All three firms will remain in the market as importers. Ford will stop producing models in Australia by 2016, and General Motors will end production of Holden cars in the country by the end of 2017.
Toyota blames the high cost of manufacturing and a low-volume supply chain for the decision, while also citing unfavourable exchange rates with the Australian dollar. "It is not viable to continue building cars in Australia," read a statement from the company.
Around 2500 people will be "impacted" by the decision, confirmed Toyota's Australian boss Max Yasuda. "Although the company has made profits in the past, our manufacturing operations have continued to be loss-making despite our best efforts," he said.
The Australian Manufacturing Workers Union, which represents over 130,000 people in the country says the move is "devastating" and the decision represented the government's "refusal to support investment in Australia, and a lack of support and respect for Australian workers".

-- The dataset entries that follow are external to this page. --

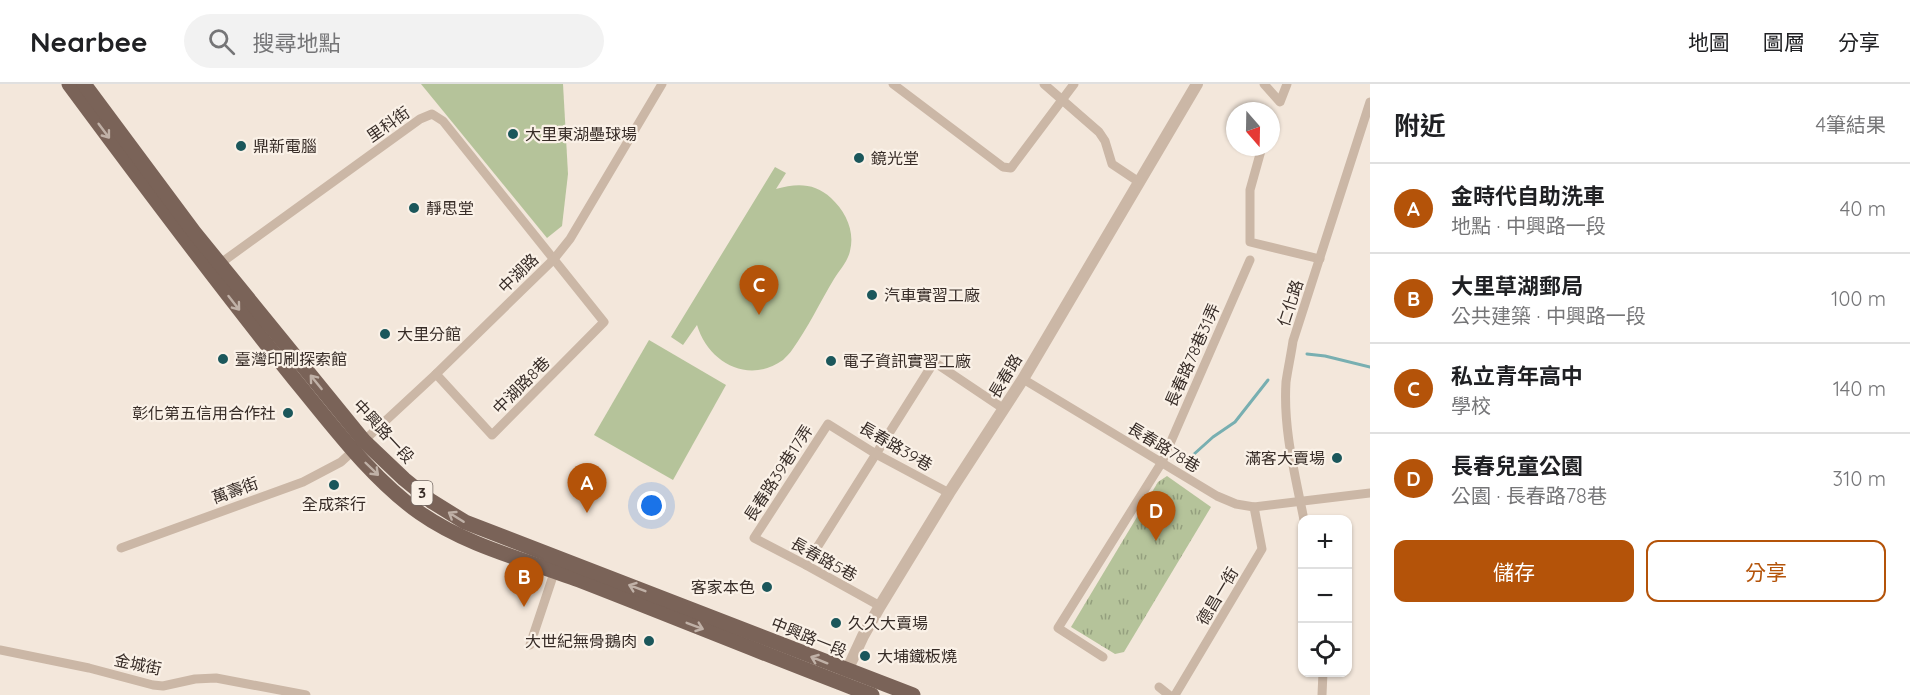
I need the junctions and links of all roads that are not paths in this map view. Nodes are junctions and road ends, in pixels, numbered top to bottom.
1 (69, 84) edge
2 (84, 84) edge
3 (662, 84) edge
4 (892, 84) edge
5 (1044, 84) edge
6 (1074, 84) edge
7 (1197, 84) edge
8 (1264, 84) edge
9 (1287, 84) edge
10 (1062, 100) junction
11 (1370, 102) edge
12 (1259, 156) edge
13 (1139, 182) junction
14 (1250, 242) junction
15 (554, 259) junction
16 (1320, 259) junction
17 (215, 268) junction
18 (436, 374) junction
19 (1023, 379) junction
20 (1004, 409) junction
21 (828, 424) joint
22 (359, 446) junction
23 (876, 454) junction
24 (1162, 462) junction
25 (1370, 493) edge
26 (949, 494) junction
27 (1300, 502) junction
28 (1254, 507) junction
29 (1303, 515) edge
30 (754, 538) joint
31 (121, 548) dead end
32 (557, 565) junction
33 (806, 565) junction
34 (880, 606) junction
35 (530, 645) dead end
36 (0, 650) edge
37 (1103, 657) dead end
38 (844, 677) junction
39 (1323, 677) edge
40 (1159, 687) dead end
41 (306, 695) edge
42 (872, 695) edge
43 (913, 695) edge
44 (1169, 695) edge
45 (1175, 695) edge
46 (1322, 695) edge

1 -> 17 main road, 中興路一段 / 3
2 - 17 main road, 中興路一段 / 3
3 - 15 street, 中湖路
4 - 10 street
5 - 10 street
6 - 10 street
7 - 13 street, 長春路
8 - 9 street
10 - 13 street
11 - 16 street, 仁化路
12 - 14 street
13 - 19 street, 長春路
14 - 16 street
14 - 24 street, 長春路78巷31弄
15 - 17 street, 里科街
15 - 18 street, 中湖路
15 - 18 street, 中湖路8巷
16 - 27 street, 仁化路
17 - 22 main road, 中興路一段 / 3
18 - 22 street, 中湖路
19 - 20 street, 長春路
19 - 24 street, 長春路78巷
20 - 23 street
20 - 26 street, 長春路
21 - 23 street, 長春路39巷
21 - 30 street, 長春路39巷17弄
22 - 31 street, 萬壽街
22 - 32 main road, 中興路一段 / 3
23 - 26 street, 長春路39巷
23 - 33 street
24 - 28 street, 長春路78巷
24 - 37 street, 長春路78巷31弄
25 - 27 street, 長春路78巷
26 - 34 street, 長春路
27 - 28 street, 長春路78巷
27 - 29 street, 仁化路
28 - 45 street, 德昌一街
30 - 33 street, 長春路5巷
32 - 35 street
32 - 38 main road, 中興路一段 / 3
33 - 34 street, 長春路5巷
34 - 38 street, 長春路
36 - 41 street, 金城街
38 - 42 main road, 中興路一段 / 3
38 - 43 main road, 中興路一段 / 3
39 - 46 street
40 - 44 street

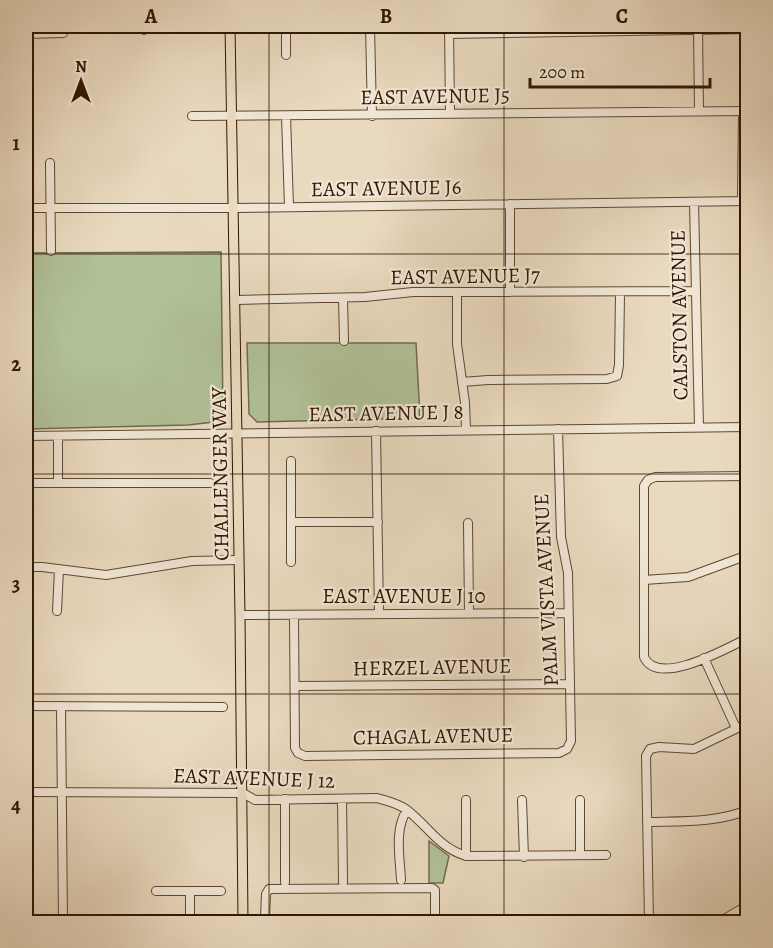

GM also blamed the strength of the Australian dollar for its exit in December, saying that at its peak, producing a vehicle in the country was 65 per cent more expensive than ten years previously.
Toyota started making cars in Australia in 1963, but following the exit of Mitsubishi and Ford, it was Holden that was left as the sole vehicle maker in the country at the end of last year. At the time, Toyota officials were reported as saying they would review the company's position in Australia.